So with a 8:1 reduction (the differential is 3:1 and a additional 5:1 gearbox) i should be producing 232 ft lbs of torque at the wheels. not including rolling resistance and mechanical loss.

My non expert mind tells me, that should be enough. 

Any concerns from the experts? If not I'll take the leap and buy the gearbox.


----------



## SWF (Nov 23, 2007)

Jonkoehn said:


> So with a 8:1 reduction (the differential is 3:1 and a additional 5:1 gearbox) i should be producing 232 ft lbs of torque at the wheels.


To get your overall ratio you multiply the ratios of any transmission ratios between your motor and axle, so in your case would be 15:1. Likewise, torque at the axle would be 15 times the motor torque.

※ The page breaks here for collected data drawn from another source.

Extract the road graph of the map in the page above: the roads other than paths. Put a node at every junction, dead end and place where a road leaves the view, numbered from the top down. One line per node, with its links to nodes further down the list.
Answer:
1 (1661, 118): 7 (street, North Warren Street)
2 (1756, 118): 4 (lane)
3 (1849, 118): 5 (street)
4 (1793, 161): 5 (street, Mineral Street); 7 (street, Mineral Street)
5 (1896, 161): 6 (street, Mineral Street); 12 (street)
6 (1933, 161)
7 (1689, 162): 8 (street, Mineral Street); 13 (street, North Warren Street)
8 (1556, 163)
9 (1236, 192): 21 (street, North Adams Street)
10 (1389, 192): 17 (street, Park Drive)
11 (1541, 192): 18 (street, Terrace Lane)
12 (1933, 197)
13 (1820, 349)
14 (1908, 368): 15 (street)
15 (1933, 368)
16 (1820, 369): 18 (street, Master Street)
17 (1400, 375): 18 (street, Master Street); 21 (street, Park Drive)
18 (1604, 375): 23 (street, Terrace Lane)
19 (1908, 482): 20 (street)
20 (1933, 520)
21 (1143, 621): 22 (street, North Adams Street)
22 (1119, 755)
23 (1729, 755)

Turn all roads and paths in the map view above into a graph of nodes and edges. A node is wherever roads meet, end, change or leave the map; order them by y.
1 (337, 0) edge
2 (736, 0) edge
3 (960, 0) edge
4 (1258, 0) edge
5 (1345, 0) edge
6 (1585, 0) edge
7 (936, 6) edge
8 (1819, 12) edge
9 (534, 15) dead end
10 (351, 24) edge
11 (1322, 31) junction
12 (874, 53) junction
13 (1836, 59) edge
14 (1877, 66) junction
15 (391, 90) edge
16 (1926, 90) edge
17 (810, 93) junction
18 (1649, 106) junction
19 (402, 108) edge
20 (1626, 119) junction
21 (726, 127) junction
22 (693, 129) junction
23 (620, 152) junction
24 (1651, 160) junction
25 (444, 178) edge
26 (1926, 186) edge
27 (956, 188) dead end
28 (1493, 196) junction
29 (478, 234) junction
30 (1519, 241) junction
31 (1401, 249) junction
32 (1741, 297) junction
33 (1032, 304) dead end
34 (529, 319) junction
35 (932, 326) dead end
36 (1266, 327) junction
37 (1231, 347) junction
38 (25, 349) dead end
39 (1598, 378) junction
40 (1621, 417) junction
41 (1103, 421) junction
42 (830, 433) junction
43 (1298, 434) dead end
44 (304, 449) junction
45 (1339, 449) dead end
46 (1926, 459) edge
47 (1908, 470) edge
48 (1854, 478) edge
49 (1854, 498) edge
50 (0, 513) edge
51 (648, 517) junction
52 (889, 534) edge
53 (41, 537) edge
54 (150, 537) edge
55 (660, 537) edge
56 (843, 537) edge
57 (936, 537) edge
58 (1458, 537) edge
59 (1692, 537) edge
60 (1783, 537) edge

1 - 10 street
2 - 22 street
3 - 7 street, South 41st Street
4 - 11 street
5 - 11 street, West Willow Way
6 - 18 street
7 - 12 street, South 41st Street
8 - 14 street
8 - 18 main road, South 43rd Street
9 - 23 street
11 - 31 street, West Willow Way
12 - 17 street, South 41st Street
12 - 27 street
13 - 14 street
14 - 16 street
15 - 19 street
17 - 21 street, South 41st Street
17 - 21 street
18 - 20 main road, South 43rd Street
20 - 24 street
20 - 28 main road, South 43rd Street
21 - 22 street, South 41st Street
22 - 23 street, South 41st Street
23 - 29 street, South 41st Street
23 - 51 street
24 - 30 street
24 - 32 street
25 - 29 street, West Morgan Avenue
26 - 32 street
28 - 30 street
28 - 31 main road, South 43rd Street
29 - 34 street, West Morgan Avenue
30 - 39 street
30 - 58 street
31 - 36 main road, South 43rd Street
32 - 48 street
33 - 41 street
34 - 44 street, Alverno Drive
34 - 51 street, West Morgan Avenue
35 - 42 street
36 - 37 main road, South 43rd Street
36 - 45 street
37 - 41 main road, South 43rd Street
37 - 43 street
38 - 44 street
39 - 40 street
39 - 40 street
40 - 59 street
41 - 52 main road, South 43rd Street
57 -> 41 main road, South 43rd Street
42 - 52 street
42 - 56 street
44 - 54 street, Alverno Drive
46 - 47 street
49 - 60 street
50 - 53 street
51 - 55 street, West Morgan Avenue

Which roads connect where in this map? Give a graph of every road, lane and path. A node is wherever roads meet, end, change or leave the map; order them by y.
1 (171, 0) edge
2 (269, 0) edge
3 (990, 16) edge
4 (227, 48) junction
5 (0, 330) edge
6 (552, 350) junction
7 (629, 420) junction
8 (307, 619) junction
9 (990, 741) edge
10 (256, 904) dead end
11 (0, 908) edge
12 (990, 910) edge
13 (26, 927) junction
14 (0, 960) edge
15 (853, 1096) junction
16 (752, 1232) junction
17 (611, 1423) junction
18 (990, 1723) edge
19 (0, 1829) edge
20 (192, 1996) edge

That C-face mounted gear reduction unit looks fine, but you may be able to find a small used multi-ratio transmission for less money, and it would also give you the option of different ratios for different jobs.


----------



## Jonkoehn (Jan 4, 2018)

I actually thought about using the bottom end of a 250cc dirt bike engine (just the transmission) they have low weight and and multiple gears.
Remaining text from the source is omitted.